_ENTRIES SHOWN_
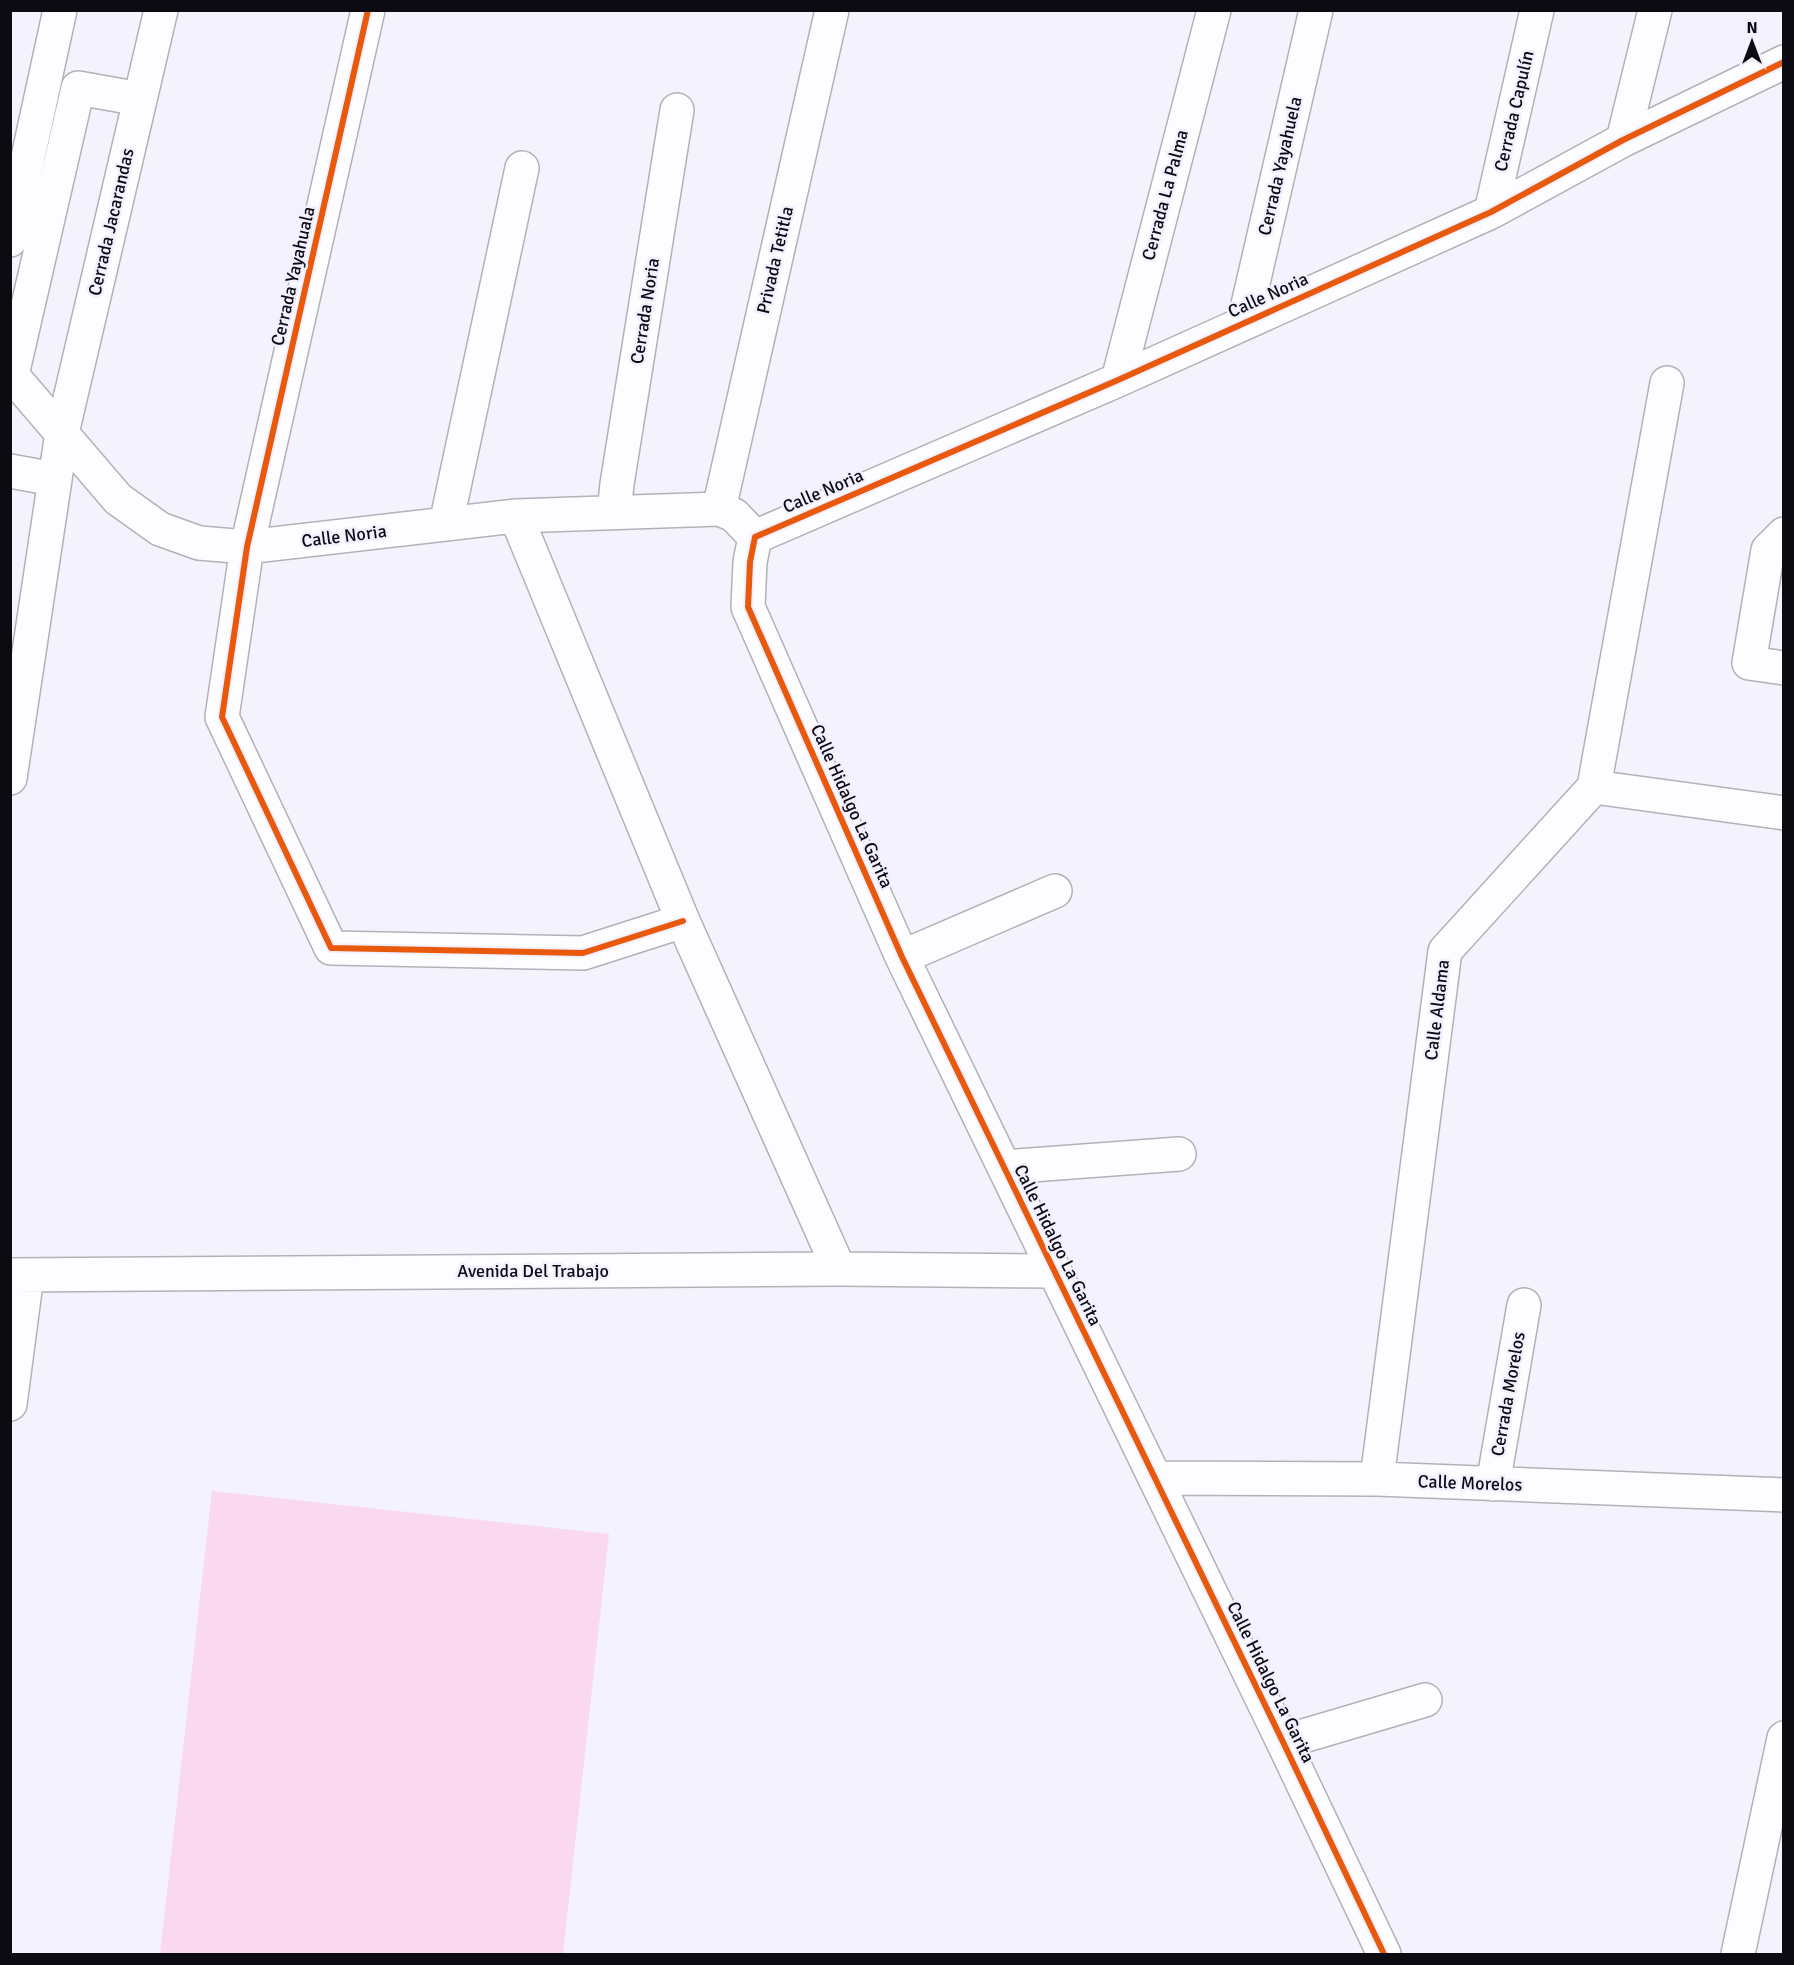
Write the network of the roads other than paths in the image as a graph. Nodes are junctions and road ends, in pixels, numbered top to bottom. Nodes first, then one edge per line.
1 (60, 10) edge
2 (161, 10) edge
3 (368, 10) edge
4 (832, 10) edge
5 (1214, 10) edge
6 (1316, 10) edge
7 (1537, 10) edge
8 (1655, 10) edge
9 (1784, 62) edge
10 (140, 99) junction
11 (677, 110) dead end
12 (1623, 140) junction
13 (522, 168) dead end
14 (1491, 212) junction
15 (10, 240) edge
16 (1244, 322) junction
17 (11, 374) edge
18 (1118, 380) junction
19 (1667, 383) dead end
20 (62, 433) junction
21 (10, 471) edge
22 (54, 479) junction
23 (719, 509) junction
24 (614, 512) junction
25 (516, 516) junction
26 (446, 525) junction
27 (1784, 534) edge
28 (755, 537) junction
29 (247, 547) junction
30 (1784, 668) edge
31 (10, 778) edge
32 (1594, 787) junction
33 (1784, 813) edge
34 (1055, 891) dead end
35 (683, 921) junction
36 (902, 957) junction
37 (1179, 1154) dead end
38 (1004, 1167) junction
39 (839, 1269) junction
40 (1055, 1271) junction
41 (19, 1275) edge
42 (1524, 1305) dead end
43 (10, 1404) edge
44 (1155, 1478) junction
45 (1377, 1479) junction
46 (1493, 1484) junction
47 (1784, 1495) edge
48 (1425, 1700) dead end
49 (1784, 1738) edge
50 (1283, 1742) junction
51 (1384, 1954) edge
52 (1738, 1954) edge

1 - 15 street
2 - 10 street, Cerrada Jacarandas
3 - 29 street, Cerrada Yayahuala
4 - 23 street, Privada Tetitla
5 - 18 street, Cerrada La Palma
6 - 16 street, Cerrada Yayahuela
7 - 14 street, Cerrada Capulín
8 - 12 street
9 - 12 street, Calle Noria
10 - 17 street
10 - 20 street, Cerrada Jacarandas
11 - 24 street, Cerrada Noria
12 - 14 street, Calle Noria
13 - 26 street
14 - 16 street, Calle Noria
16 - 18 street, Calle Noria
17 - 20 street, Calle Noria
18 - 28 street, Calle Noria
19 - 32 street
20 - 22 street, Cerrada Jacarandas
20 - 29 street, Calle Noria
21 - 22 street
22 - 31 street, Cerrada Jacarandas
23 - 24 street, Calle Noria
23 - 28 street
24 - 25 street, Calle Noria
25 - 26 street, Calle Noria
25 - 35 street
26 - 29 street, Calle Noria
27 - 30 street
28 - 36 street, Calle Hidalgo La Garita
29 - 35 street, Cerrada Yayahuala
32 - 33 street
32 - 45 street, Calle Aldama
34 - 36 street
35 - 39 street
36 - 38 street, Calle Hidalgo La Garita
37 - 38 street
38 - 40 street, Calle Hidalgo La Garita
39 - 40 street, Avenida Del Trabajo
39 - 41 street, Avenida Del Trabajo
40 - 44 street, Calle Hidalgo La Garita
41 - 43 street
42 - 46 street, Cerrada Morelos
44 - 45 street, Calle Morelos
44 - 50 street, Calle Hidalgo La Garita
45 - 46 street, Calle Morelos
46 - 47 street, Calle Morelos
48 - 50 street
49 - 52 street
50 - 51 street, Calle Hidalgo La Garita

_EXERCISE_
Repeat the material above in full and exactly, apart from the pictures.

_THE COMPLETED TASK_
Write the network of the roads other than paths in the image as a graph. Nodes are junctions and road ends, in pixels, numbered top to bottom. Nodes first, then one edge per line.
1 (60, 10) edge
2 (161, 10) edge
3 (368, 10) edge
4 (832, 10) edge
5 (1214, 10) edge
6 (1316, 10) edge
7 (1537, 10) edge
8 (1655, 10) edge
9 (1784, 62) edge
10 (140, 99) junction
11 (677, 110) dead end
12 (1623, 140) junction
13 (522, 168) dead end
14 (1491, 212) junction
15 (10, 240) edge
16 (1244, 322) junction
17 (11, 374) edge
18 (1118, 380) junction
19 (1667, 383) dead end
20 (62, 433) junction
21 (10, 471) edge
22 (54, 479) junction
23 (719, 509) junction
24 (614, 512) junction
25 (516, 516) junction
26 (446, 525) junction
27 (1784, 534) edge
28 (755, 537) junction
29 (247, 547) junction
30 (1784, 668) edge
31 (10, 778) edge
32 (1594, 787) junction
33 (1784, 813) edge
34 (1055, 891) dead end
35 (683, 921) junction
36 (902, 957) junction
37 (1179, 1154) dead end
38 (1004, 1167) junction
39 (839, 1269) junction
40 (1055, 1271) junction
41 (19, 1275) edge
42 (1524, 1305) dead end
43 (10, 1404) edge
44 (1155, 1478) junction
45 (1377, 1479) junction
46 (1493, 1484) junction
47 (1784, 1495) edge
48 (1425, 1700) dead end
49 (1784, 1738) edge
50 (1283, 1742) junction
51 (1384, 1954) edge
52 (1738, 1954) edge

1 - 15 street
2 - 10 street, Cerrada Jacarandas
3 - 29 street, Cerrada Yayahuala
4 - 23 street, Privada Tetitla
5 - 18 street, Cerrada La Palma
6 - 16 street, Cerrada Yayahuela
7 - 14 street, Cerrada Capulín
8 - 12 street
9 - 12 street, Calle Noria
10 - 17 street
10 - 20 street, Cerrada Jacarandas
11 - 24 street, Cerrada Noria
12 - 14 street, Calle Noria
13 - 26 street
14 - 16 street, Calle Noria
16 - 18 street, Calle Noria
17 - 20 street, Calle Noria
18 - 28 street, Calle Noria
19 - 32 street
20 - 22 street, Cerrada Jacarandas
20 - 29 street, Calle Noria
21 - 22 street
22 - 31 street, Cerrada Jacarandas
23 - 24 street, Calle Noria
23 - 28 street
24 - 25 street, Calle Noria
25 - 26 street, Calle Noria
25 - 35 street
26 - 29 street, Calle Noria
27 - 30 street
28 - 36 street, Calle Hidalgo La Garita
29 - 35 street, Cerrada Yayahuala
32 - 33 street
32 - 45 street, Calle Aldama
34 - 36 street
35 - 39 street
36 - 38 street, Calle Hidalgo La Garita
37 - 38 street
38 - 40 street, Calle Hidalgo La Garita
39 - 40 street, Avenida Del Trabajo
39 - 41 street, Avenida Del Trabajo
40 - 44 street, Calle Hidalgo La Garita
41 - 43 street
42 - 46 street, Cerrada Morelos
44 - 45 street, Calle Morelos
44 - 50 street, Calle Hidalgo La Garita
45 - 46 street, Calle Morelos
46 - 47 street, Calle Morelos
48 - 50 street
49 - 52 street
50 - 51 street, Calle Hidalgo La Garita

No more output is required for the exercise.